Financial statement risk assessment following the COSO framework: An instructional case study

The purpose of this paper is to teach students the fundamental and most critical aspects of performing a financial statement risk assessment, a skill vital to help ensure both auditor and public‐company compliance with guidance found in the Sarbanes‐Oxley Act of 2002 (SOX), the SEC's Interpretative Guidance regarding Management's Report on Internal Control over Financial Reporting, the control deficiency evaluation framework found in Auditing Standard No. 5 (AS5) of the Public Company Accounting Oversight Board (PCAOB), and the Committee of Sponsoring Organizations of the Treadway Commission (COSO).

This instructional case study helps students assess the impact of a set of hypothetical internal control deficiency risks in various industries, including inherent and residual financial statement risk assessment, and concludes with determining which identified internal control weaknesses are significant deficiencies and material weaknesses in internal control. Included in the financial statement residual risk assessment process are example entity‐level and process‐level controls described in COSO. Learning objectives, implementation guidance, and the efficacy of using the case study in the undergraduate or graduate auditing or accounting information systems courses are also provided.

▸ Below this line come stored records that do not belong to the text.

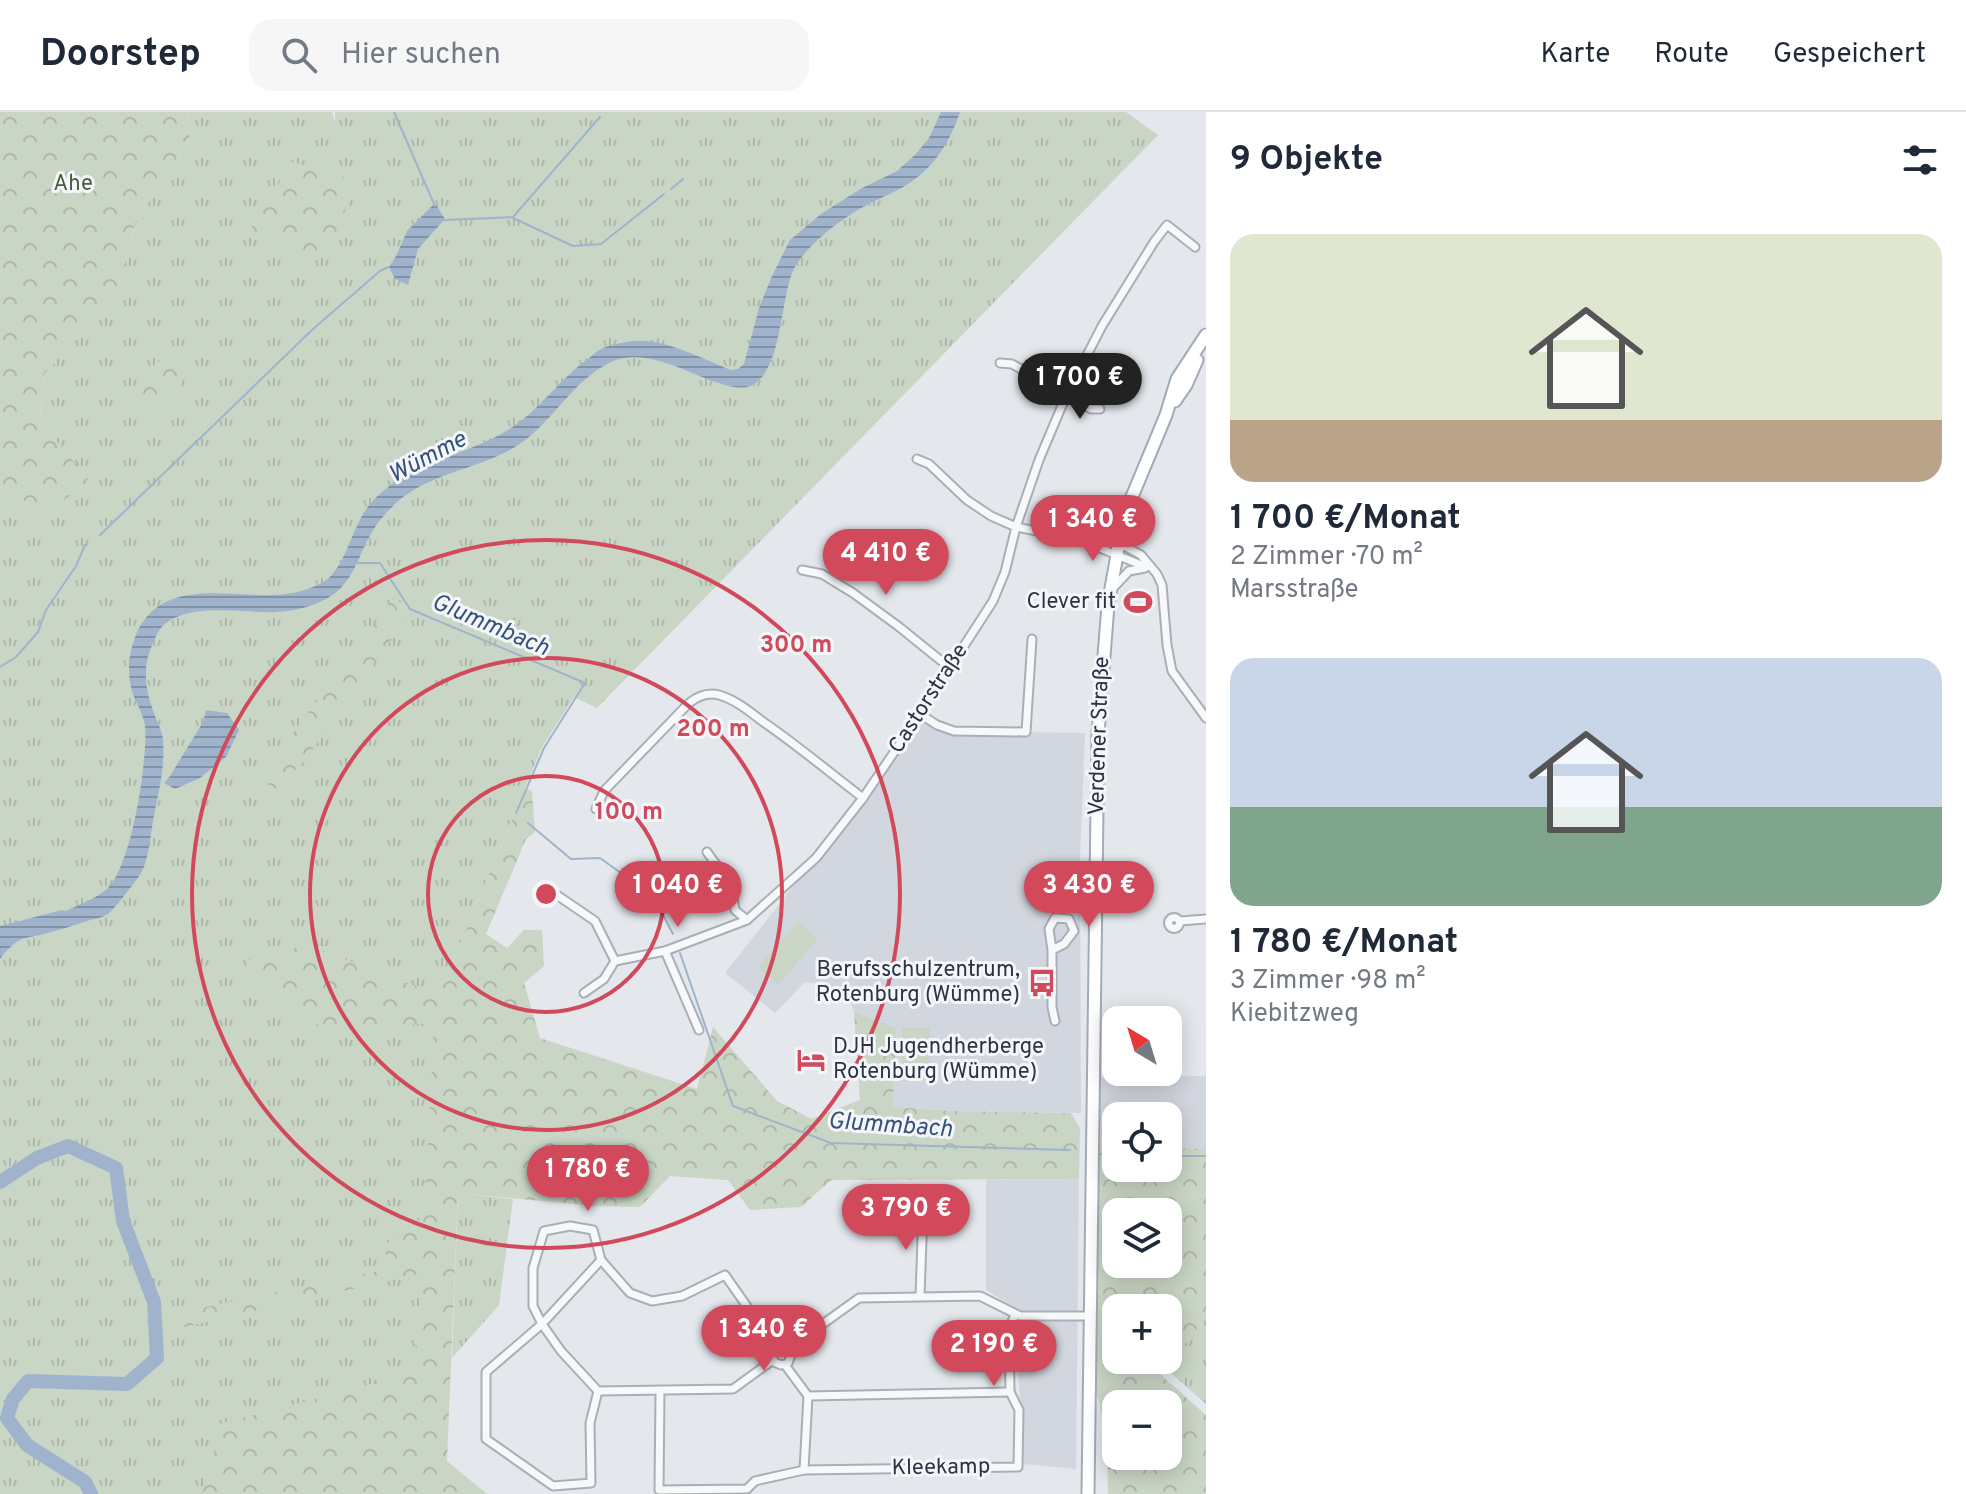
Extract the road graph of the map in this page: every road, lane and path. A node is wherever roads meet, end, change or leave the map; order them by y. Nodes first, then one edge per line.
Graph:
1 (1195, 247) dead end
2 (1206, 336) edge
3 (1000, 363) dead end
4 (1066, 396) junction
5 (1100, 409) dead end
6 (917, 459) dead end
7 (1016, 527) junction
8 (1081, 540) junction
9 (1118, 547) junction
10 (1146, 567) junction
11 (802, 570) dead end
12 (1157, 574) junction
13 (1109, 595) junction
14 (1032, 639) dead end
15 (950, 668) junction
16 (920, 714) junction
17 (1206, 718) edge
18 (863, 798) junction
19 (596, 809) dead end
20 (707, 852) dead end
21 (548, 889) dead end
22 (1206, 919) edge
23 (747, 920) junction
24 (1180, 921) dead end
25 (1052, 950) junction
26 (665, 951) junction
27 (615, 961) junction
28 (584, 993) dead end
29 (1055, 1021) dead end
30 (699, 1030) dead end
31 (958, 1208) dead end
32 (863, 1209) dead end
33 (923, 1210) junction
34 (601, 1260) junction
35 (920, 1296) junction
36 (1015, 1315) junction
37 (1090, 1316) junction
38 (542, 1324) junction
39 (776, 1348) junction
40 (788, 1349) junction
41 (773, 1360) junction
42 (785, 1365) junction
43 (598, 1391) junction
44 (660, 1391) junction
45 (1010, 1392) junction
46 (808, 1396) junction
47 (804, 1470) junction
48 (1088, 1494) edge

1 - 4 street, Castorstraße
2 - 9 main road, Verdener Straße
3 - 4 street
4 - 5 street
4 - 7 street, Castorstraße
6 - 7 street
7 - 8 street
7 - 15 street, Castorstraße
8 - 9 street
8 - 9 street
9 - 10 street
9 - 12 street
9 - 13 main road, Verdener Straße
10 - 12 street
10 - 13 street
11 - 15 street
12 - 17 street
13 - 37 main road, Verdener Straße
14 - 16 street
15 - 16 street, Castorstraße
16 - 18 street, Castorstraße
18 - 19 street
18 - 23 street, Castorstraße
20 - 23 street
21 - 27 street
22 - 24 street
23 - 26 street
25 - 25 street
25 - 29 street
26 - 27 street
26 - 30 street
27 - 28 street
31 - 33 street
32 - 33 street
33 - 35 street
34 - 38 street
34 - 38 street
34 - 39 street
35 - 36 street
35 - 40 street
36 - 37 street
36 - 45 street, Kleekamp
37 - 48 main road, Verdener Straße
38 - 43 street
38 - 43 street
39 - 40 street
39 - 41 street
40 - 42 street
41 - 42 street
41 - 44 street
42 - 46 street
43 - 44 street
44 - 47 street
45 - 46 street
45 - 47 street, Kleekamp
46 - 47 street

The results of classroom testing of the case study at two universities provides evidence the case study increases student understanding of the implications of internal controls and their impact on the reliability of the financial statements significantly. Students also found the case to be challenging, interesting, relevant, clear, understandable, and a realistic approximation of what they might expect to encounter in the real‐world when performing a financial statement risk assessment.

The case study includes the development of skills important to students in performing financial statement risk assessments, either as an auditor or when working in a private industry environment, including making professional judgments related to risk assessment.